Work task:
Find the lines of data that contain the string "سماحه", then list them.

Exercise materials:

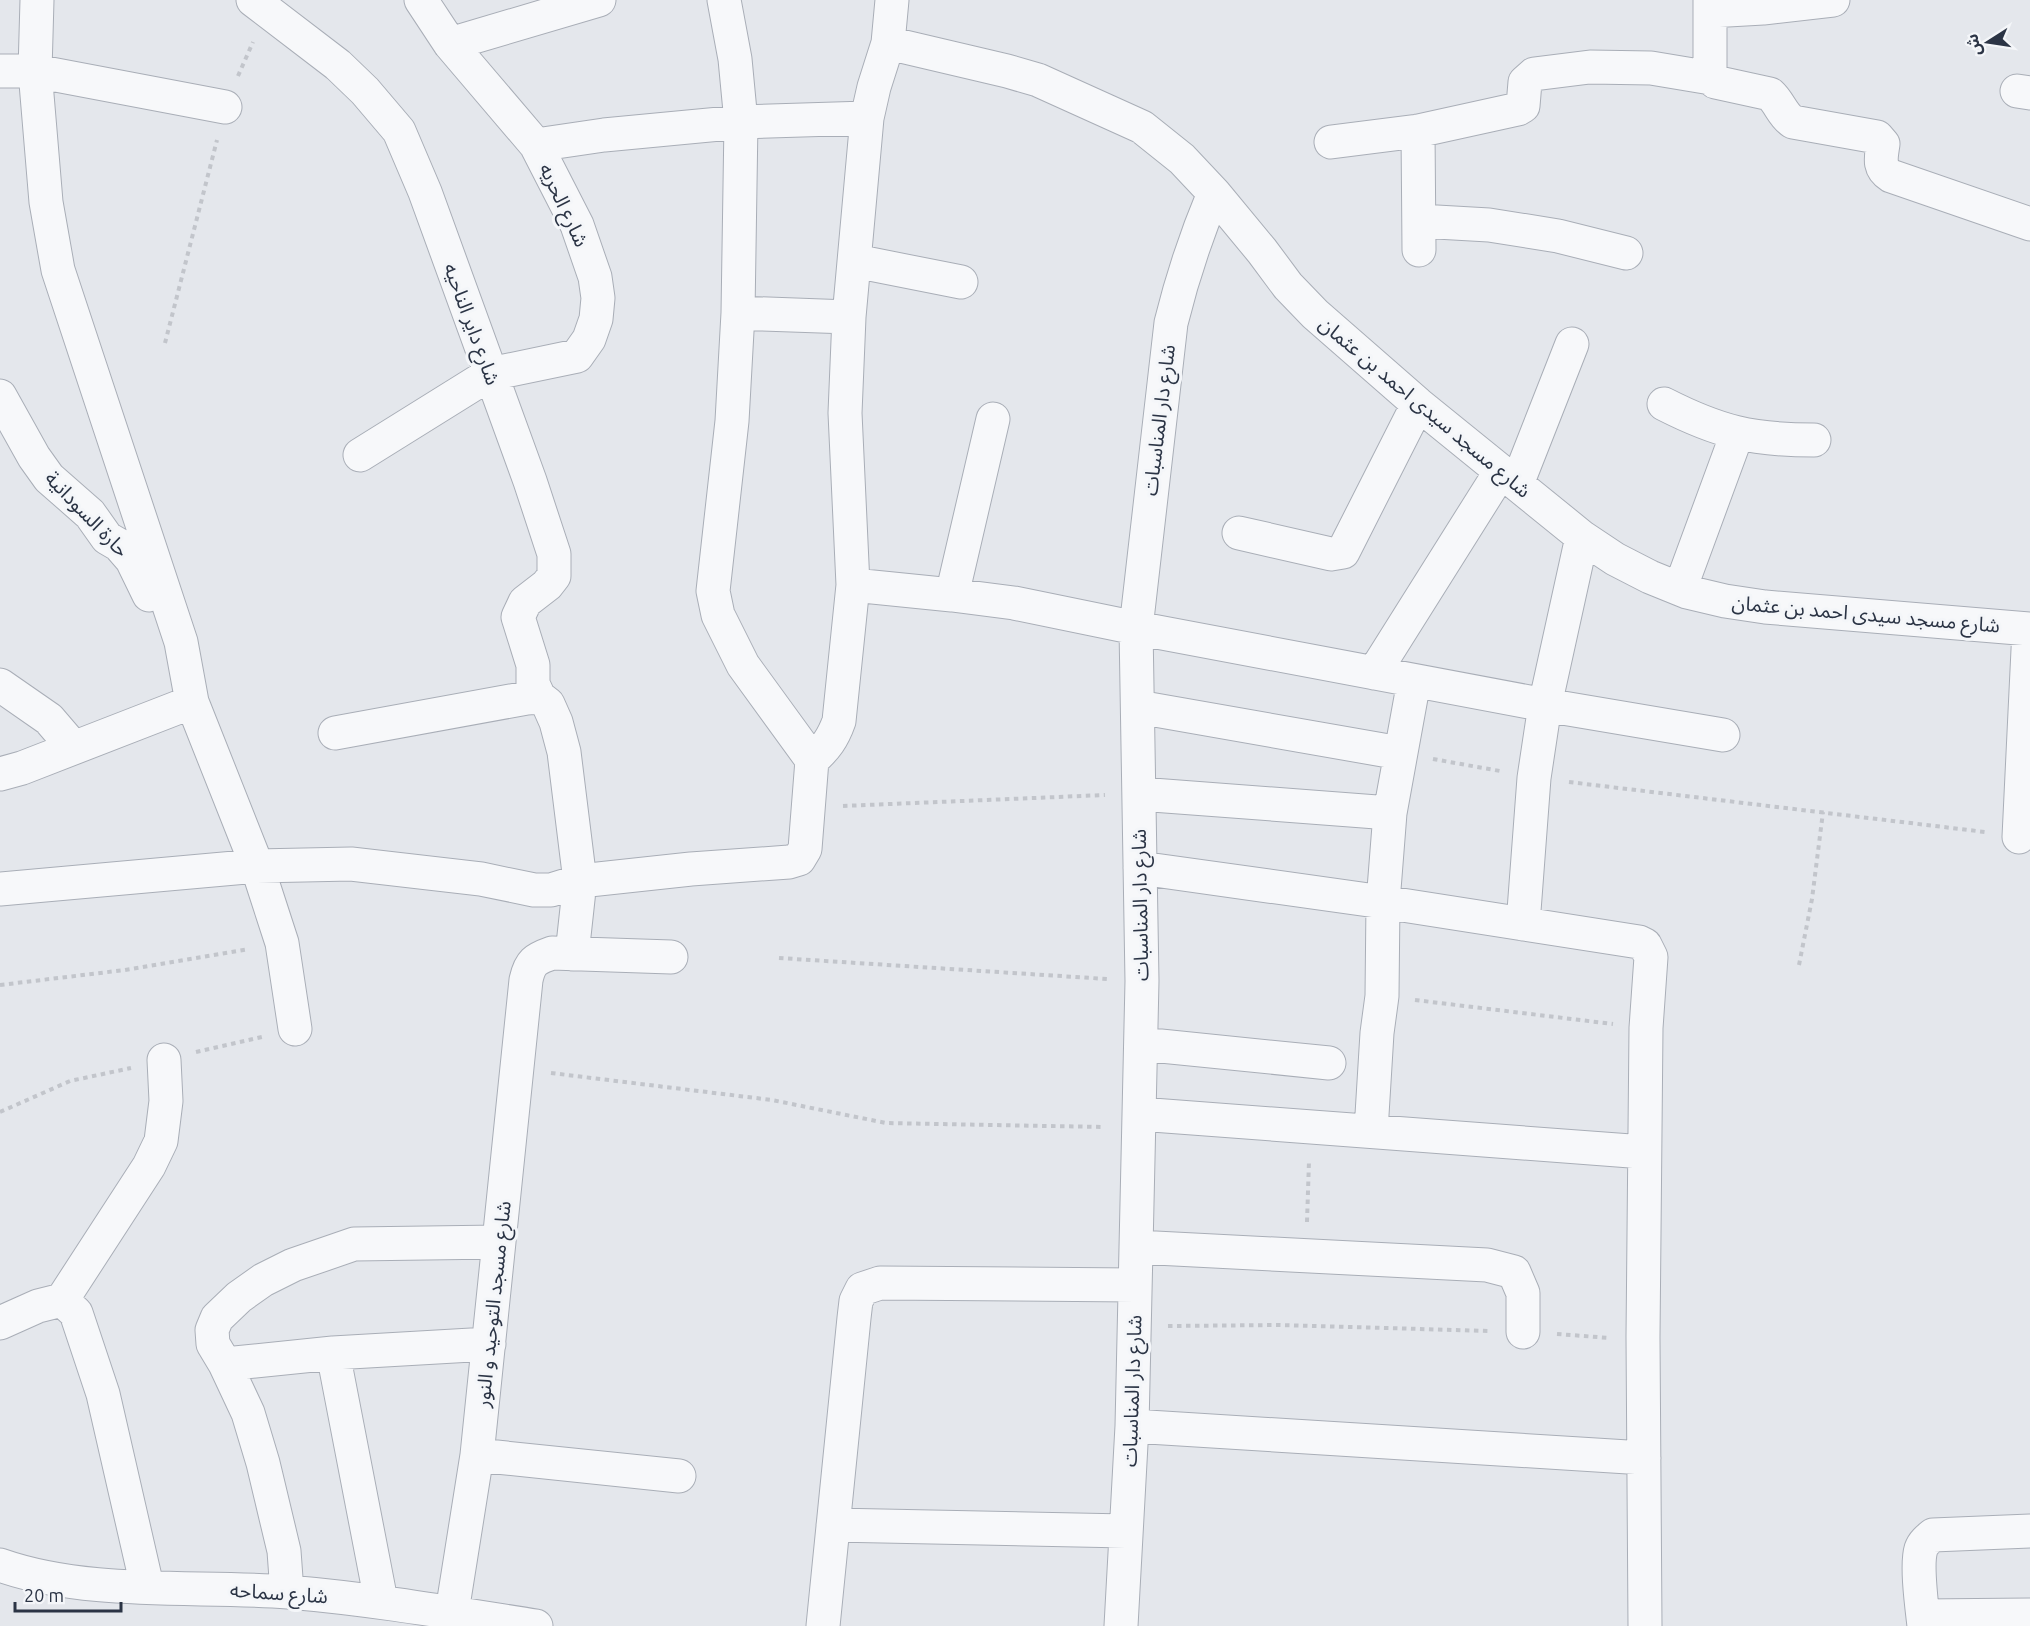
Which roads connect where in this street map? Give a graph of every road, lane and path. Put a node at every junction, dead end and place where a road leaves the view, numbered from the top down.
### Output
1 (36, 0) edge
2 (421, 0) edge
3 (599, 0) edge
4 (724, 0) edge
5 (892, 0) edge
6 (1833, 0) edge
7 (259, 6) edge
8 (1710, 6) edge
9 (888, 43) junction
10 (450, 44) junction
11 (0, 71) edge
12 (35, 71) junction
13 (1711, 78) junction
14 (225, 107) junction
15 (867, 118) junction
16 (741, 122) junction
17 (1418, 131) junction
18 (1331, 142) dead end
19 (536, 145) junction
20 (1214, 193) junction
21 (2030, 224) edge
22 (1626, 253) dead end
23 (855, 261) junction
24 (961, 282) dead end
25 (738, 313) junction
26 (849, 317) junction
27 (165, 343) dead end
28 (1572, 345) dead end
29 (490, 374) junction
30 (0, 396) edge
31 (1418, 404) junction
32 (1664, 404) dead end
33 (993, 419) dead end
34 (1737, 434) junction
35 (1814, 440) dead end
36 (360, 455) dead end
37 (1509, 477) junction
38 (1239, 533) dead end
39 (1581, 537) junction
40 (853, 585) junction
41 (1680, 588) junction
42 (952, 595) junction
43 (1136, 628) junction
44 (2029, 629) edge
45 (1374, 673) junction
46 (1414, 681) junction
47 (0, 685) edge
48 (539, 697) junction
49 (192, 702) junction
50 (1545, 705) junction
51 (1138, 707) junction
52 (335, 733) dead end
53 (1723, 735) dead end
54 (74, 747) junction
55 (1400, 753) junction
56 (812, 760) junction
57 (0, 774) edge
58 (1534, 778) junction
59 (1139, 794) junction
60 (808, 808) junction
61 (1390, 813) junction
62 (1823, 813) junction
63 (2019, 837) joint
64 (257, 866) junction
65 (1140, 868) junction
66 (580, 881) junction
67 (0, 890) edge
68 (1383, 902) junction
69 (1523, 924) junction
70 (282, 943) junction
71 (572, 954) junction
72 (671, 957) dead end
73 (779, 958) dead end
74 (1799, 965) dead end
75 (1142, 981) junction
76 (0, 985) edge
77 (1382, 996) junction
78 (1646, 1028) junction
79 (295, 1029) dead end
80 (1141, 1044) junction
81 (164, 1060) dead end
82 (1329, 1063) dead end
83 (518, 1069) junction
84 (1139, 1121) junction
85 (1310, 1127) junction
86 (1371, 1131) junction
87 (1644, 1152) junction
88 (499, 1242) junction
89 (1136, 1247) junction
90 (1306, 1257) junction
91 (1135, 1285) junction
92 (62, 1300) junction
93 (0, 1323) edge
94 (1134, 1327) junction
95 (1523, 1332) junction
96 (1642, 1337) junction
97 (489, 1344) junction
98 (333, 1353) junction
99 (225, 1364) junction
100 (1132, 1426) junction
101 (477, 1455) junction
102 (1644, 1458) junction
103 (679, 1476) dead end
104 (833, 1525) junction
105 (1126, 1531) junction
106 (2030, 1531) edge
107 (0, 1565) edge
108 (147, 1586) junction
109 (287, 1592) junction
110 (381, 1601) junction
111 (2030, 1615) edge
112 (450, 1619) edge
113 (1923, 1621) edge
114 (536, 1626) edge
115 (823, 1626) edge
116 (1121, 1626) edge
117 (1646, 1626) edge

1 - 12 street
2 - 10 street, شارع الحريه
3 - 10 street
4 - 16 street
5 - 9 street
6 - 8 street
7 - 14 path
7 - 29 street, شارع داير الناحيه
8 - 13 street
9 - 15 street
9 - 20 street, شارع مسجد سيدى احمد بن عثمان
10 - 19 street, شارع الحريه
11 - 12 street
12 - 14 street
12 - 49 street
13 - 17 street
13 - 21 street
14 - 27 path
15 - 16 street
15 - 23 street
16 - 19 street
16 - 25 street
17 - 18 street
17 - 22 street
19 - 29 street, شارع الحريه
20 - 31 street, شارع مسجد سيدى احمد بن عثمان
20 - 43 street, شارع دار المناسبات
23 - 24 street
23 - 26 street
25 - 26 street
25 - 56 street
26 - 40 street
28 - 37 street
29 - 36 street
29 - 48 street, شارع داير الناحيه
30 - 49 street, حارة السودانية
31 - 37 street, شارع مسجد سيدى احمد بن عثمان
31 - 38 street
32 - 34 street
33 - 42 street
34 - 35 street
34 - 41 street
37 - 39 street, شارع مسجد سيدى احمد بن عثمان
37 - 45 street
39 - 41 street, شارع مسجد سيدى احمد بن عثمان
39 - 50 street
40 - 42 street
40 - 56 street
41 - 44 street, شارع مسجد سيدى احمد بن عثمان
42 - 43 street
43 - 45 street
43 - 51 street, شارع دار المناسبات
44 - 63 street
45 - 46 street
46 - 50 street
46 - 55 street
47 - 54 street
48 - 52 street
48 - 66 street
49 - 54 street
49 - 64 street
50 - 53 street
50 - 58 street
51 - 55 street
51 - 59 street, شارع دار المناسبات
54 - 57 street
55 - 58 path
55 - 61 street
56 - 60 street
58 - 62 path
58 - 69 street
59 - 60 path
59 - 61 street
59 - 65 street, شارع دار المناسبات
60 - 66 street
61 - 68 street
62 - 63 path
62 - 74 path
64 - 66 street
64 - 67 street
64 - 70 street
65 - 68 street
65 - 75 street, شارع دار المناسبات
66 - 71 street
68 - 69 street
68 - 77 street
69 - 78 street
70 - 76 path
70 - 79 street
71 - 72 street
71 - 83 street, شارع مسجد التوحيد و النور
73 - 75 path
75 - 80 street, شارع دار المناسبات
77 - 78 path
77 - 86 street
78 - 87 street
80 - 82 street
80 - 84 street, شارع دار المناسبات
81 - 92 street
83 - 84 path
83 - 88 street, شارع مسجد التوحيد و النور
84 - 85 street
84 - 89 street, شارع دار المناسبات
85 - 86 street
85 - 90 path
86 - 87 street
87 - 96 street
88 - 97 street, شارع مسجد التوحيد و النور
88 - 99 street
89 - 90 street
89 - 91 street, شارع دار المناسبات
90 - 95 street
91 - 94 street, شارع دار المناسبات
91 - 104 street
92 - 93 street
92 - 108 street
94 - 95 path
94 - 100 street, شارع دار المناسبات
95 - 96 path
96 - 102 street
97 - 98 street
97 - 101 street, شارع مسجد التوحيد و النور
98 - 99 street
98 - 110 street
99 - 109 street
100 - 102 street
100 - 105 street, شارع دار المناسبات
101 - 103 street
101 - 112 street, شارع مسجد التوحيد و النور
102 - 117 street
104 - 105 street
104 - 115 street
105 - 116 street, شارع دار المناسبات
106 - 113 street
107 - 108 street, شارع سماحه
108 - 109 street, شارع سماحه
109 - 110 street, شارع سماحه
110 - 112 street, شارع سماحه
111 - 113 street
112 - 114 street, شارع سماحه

Reply:
107 - 108 street, شارع سماحه
108 - 109 street, شارع سماحه
109 - 110 street, شارع سماحه
110 - 112 street, شارع سماحه
112 - 114 street, شارع سماحه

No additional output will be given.